Friday, 17 October 2008

What's all the fuss about marking to market?

On Sunday European heads of government discussed accounting standards. That's pretty unusual. On Monday the International Accounting Standards Board (IASB) had an emergency meeting. On Tuesday Trustees of IASB had a conference call to suspend the IASB's due process. On Wednesday the Accounting Regulatory Committee of the EU met to consider the IASB's proposal. Such haste is unusual. What was all the fuss about, and why is accounting intimately involved in the solvency of banks?

It all comes down the technicalities of an IASB accounting standard IAS 39 on Financial Instruments. Financial instruments have been a problem for financial reporting because a lot of people think that historical cost accounting doesn't do a good job of reporting them. For one thing you can acquire financial instruments without laying out any immediate cash, so the cost is zero, and for another the value of the things can fluctuate wildly and may not bear any relationship to the cost, if any. IAS 39 tries to solve this problem by classifying financial instruments into several boxes - I won't go into the details.

The main importance of which box instruments get classified into is that some boxes allow the instruments to be valued at 'amortised cost' on the assumption that the company will hang onto them until the end of their lives. Other boxes require the instruments to be valued at 'fair value' - which is mostly market value. This is what is called 'marking to market'.

Now one of the main effects of the credit crunch has been that the market price of many instruments, especially collatoralised debt obligations (CDOs - rights to the cash flows from sub-prime mortgages and similar things), have collapsed because nobody wants to buy them. If the holders of CDOs are required to value them at market value then that creates a huge hole in the balance sheet. And if the holder is a bank, that can mean that the bank either has to raise a lot of new capital, or reduce its lending drastically in order to maintain its required level of reserves.

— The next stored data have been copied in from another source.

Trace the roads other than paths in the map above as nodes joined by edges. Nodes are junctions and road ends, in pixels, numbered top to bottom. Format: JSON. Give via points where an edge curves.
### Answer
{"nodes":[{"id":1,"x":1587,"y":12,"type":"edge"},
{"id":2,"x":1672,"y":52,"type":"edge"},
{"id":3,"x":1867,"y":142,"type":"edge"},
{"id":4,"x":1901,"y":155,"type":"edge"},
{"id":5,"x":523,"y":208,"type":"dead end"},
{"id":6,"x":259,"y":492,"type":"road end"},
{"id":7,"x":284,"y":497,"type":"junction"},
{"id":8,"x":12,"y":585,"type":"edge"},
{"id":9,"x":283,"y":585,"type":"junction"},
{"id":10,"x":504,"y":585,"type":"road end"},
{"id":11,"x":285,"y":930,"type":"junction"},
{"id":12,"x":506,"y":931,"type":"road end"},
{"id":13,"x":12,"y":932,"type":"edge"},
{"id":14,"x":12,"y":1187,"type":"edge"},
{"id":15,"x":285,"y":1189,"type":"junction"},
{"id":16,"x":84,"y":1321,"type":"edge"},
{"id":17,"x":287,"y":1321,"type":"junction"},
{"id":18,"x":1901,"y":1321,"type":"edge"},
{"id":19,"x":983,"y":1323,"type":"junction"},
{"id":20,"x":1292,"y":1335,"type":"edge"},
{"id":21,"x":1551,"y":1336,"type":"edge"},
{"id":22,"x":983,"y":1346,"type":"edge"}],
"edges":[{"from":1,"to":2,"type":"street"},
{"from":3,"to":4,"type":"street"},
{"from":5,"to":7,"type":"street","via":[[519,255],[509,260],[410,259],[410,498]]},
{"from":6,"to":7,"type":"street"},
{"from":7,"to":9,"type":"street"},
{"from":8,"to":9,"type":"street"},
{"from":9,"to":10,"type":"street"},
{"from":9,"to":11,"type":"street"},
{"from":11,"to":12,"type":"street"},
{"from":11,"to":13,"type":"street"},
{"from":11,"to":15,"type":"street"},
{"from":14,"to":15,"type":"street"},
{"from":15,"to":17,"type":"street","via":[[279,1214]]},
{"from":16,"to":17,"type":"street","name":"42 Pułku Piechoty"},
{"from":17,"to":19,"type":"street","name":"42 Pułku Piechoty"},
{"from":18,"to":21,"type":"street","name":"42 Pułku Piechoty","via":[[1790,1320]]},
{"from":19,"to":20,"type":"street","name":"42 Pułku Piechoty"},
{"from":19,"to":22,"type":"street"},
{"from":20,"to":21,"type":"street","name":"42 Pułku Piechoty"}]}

What the banks want to do is to revalue the CDOs and similar on an amortised cost basis, which means they look at the likely payments that they are going to receive over the life of the CDO and value that stream of cash flows, using a net present value method. Since everyone seems to agree that, although currently unsaleable, most of the CDOs will eventually produce a respectable stream of cash flows, this will result in a much smaller balance sheet hole and make life a lot easier for the banks.

Sounds like a good idea? Well, yes, it probably is. But if it works in one direction it works in the other. That is to say, the reason that banks got into the current pickle is that they marked up the value of financial instruments when the market was valuing them above a realistic value, and the banks didn't complain then. In fact they declared record profits and paid their senior executives and employees mind-blowing bonuses.

My personal take on this is that marking to market always was a bad idea and encouraged market instability. Accounting should be providing a reality check on markets, not reflecting their errors back at them. The head of IASB has often defended market value by saying, in effect, that it is the only way of portraying reality. But that's a view that is rooted in a touching faith that markets can't be wrong. Users of financial reports want to know what the long term cash flows that they'll receive from various financial decisions will be.

Market prices reflect the value of those long term cash flows, but with an enormous amount of error. If the market gets the value of one bank's CDOs wrong, it gets the value wrong for all banks, so there is a huge 'systemic' effect. Moreover, if an upwards error in market prices is reflected in profits and bonuses, then banks buy more CDOs pushing up the prices still further and creating incentives to make more CDOs. When the error reverses, the herd instinct among investors, ensures that they all try to sell at the same time and prices collapse.

'Okay, clever clogs', I hear you say, 'what would you do?' Well, I'd use historical cost principles. Either, I'd treat the assets as 'held to maturity' and value them on an amortised cost basis. Or I'd treat them as trading items and value them at the lower of cost or net realisable value, as is the practice for inventory. For these purposes 'cost' could be zero for things like interest rate swaps which don't require up front payments. I'd also require extensive 'footnote' disclosures showing market values, but I wouldn't incorporate these in the balance sheet and income statement which form the basis on which contracts are written and solvency calculated.

For more on why marking to market is not such a good idea see John Kay's FT column of 14th October.